The report cited figures from last month from OVD-Info, which tracks human rights abuses, indicating that more than 20,000 people were arrested for taking part in anti-war protests between February last year and June. More than 600 criminal cases have been initiated against “anti-war activities,” it said.
According to the report, more than half of all protesters arrested for “peaceful anti-war activism” were women.
Katzarova said she had received “credible reports” of a litany of rights abuses, including torture, allegations of rape and sexual violence, and threats of sexual abuse by police officers against men and women. None of these cases have been formally investigated, she said.

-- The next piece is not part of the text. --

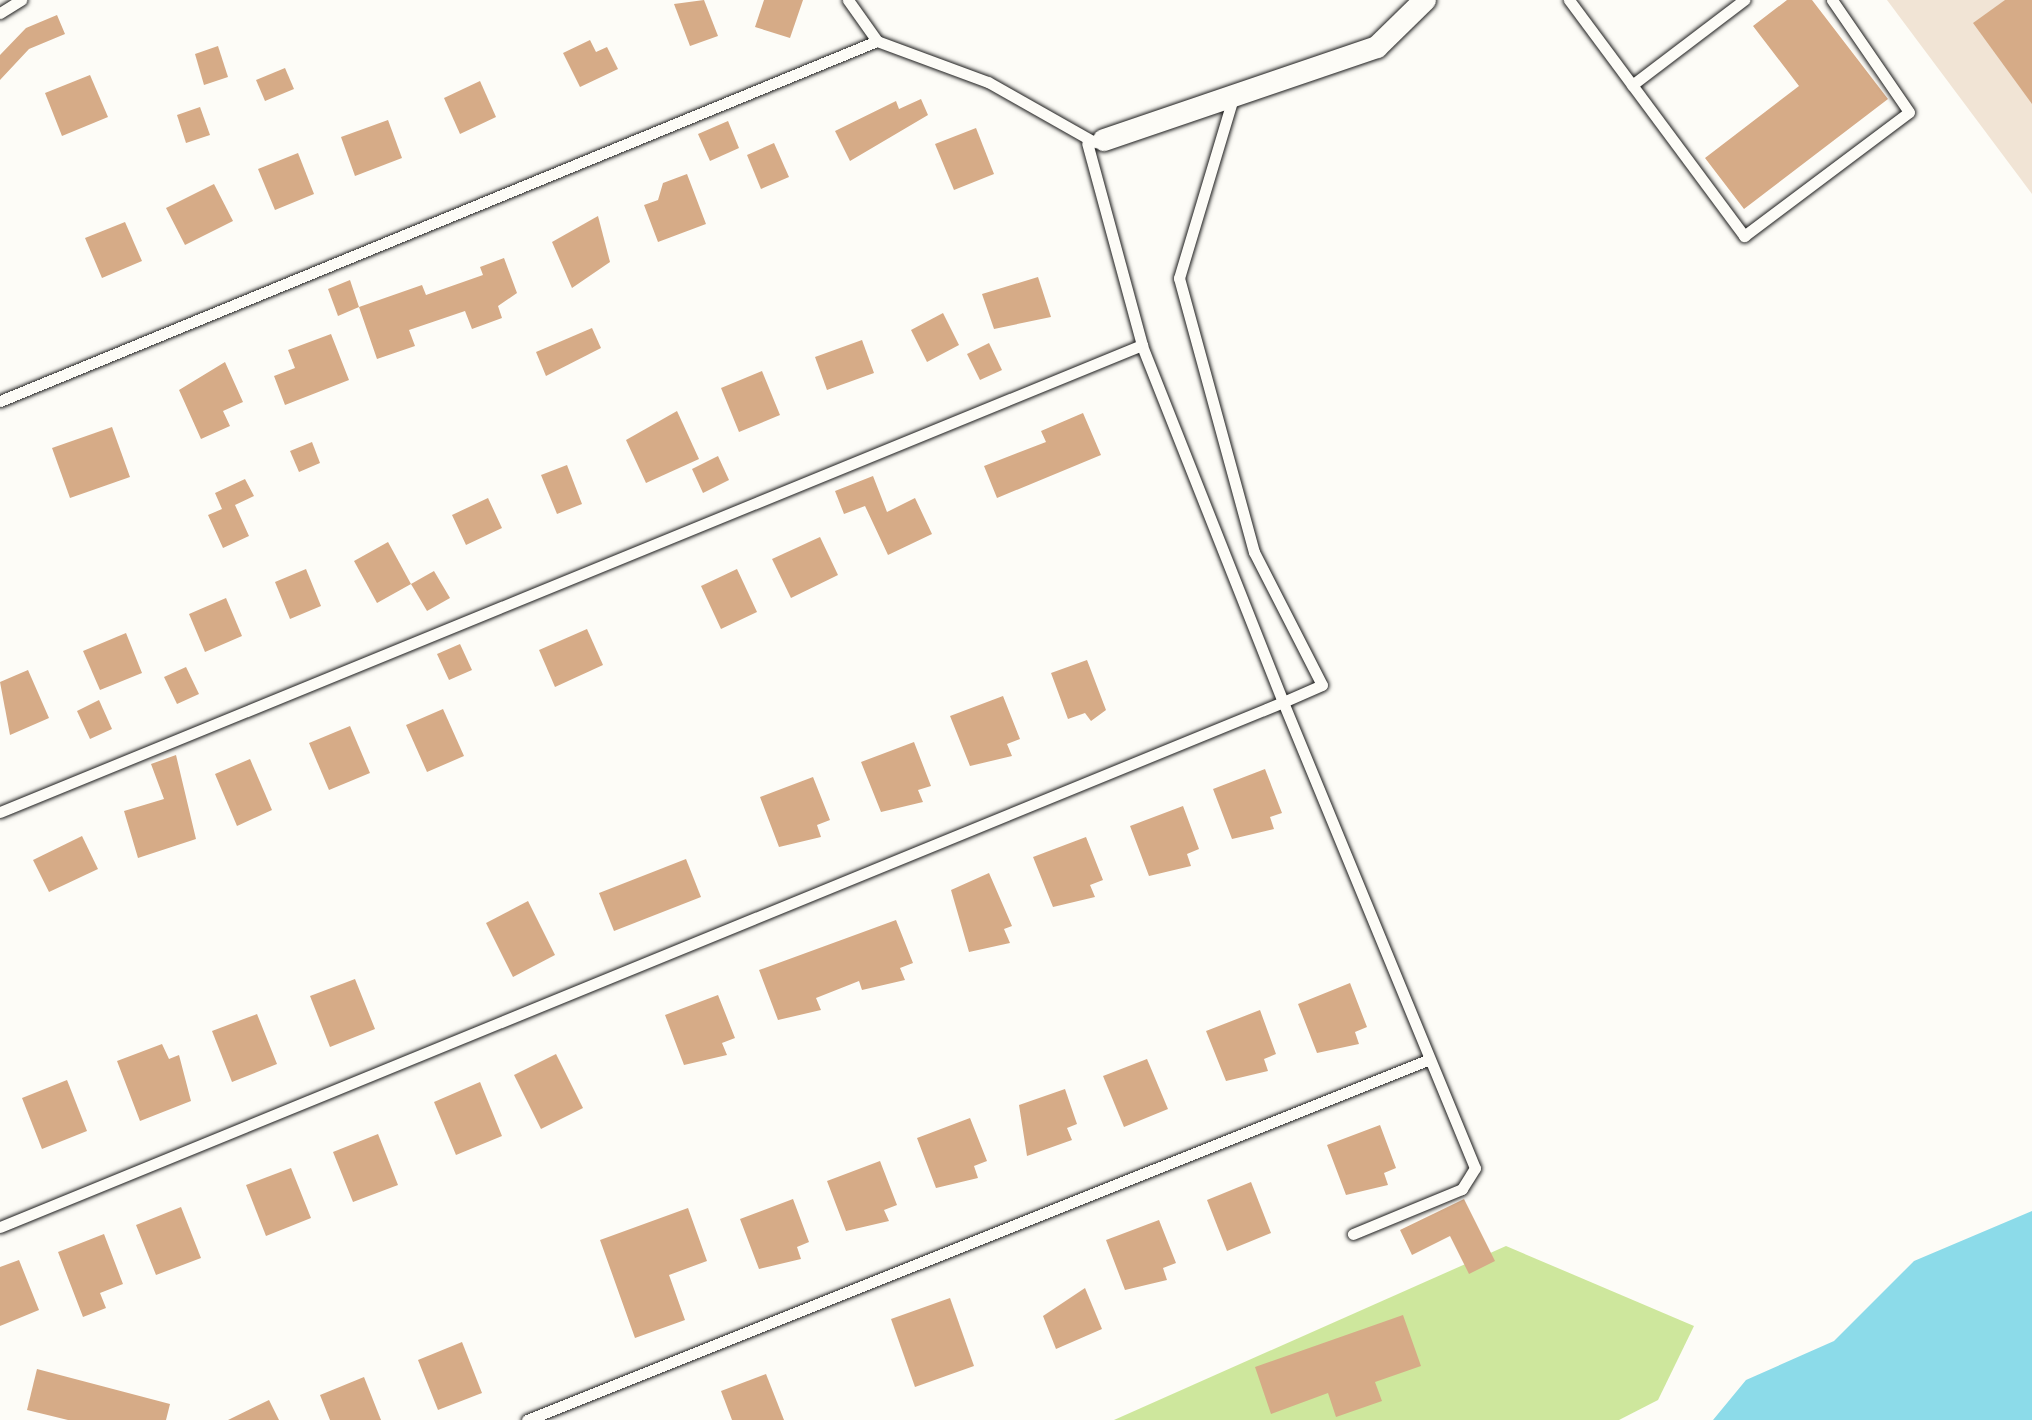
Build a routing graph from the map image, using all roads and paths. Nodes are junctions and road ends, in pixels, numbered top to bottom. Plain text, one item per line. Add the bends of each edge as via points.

The Russian Justice Ministry’s register of “foreign agents” contained 649 organizations and individuals as of the end of July – an increase of more than 25% in six months, the report said. At the end of July, more than 100 organizations were classified as “undesirable” and could therefore be banned.
Last April, barely six weeks after Russia’s armed invasion of Ukraine, the UN General Assembly suspended Russia’s seat on the 47-member Human Rights Council in Geneva.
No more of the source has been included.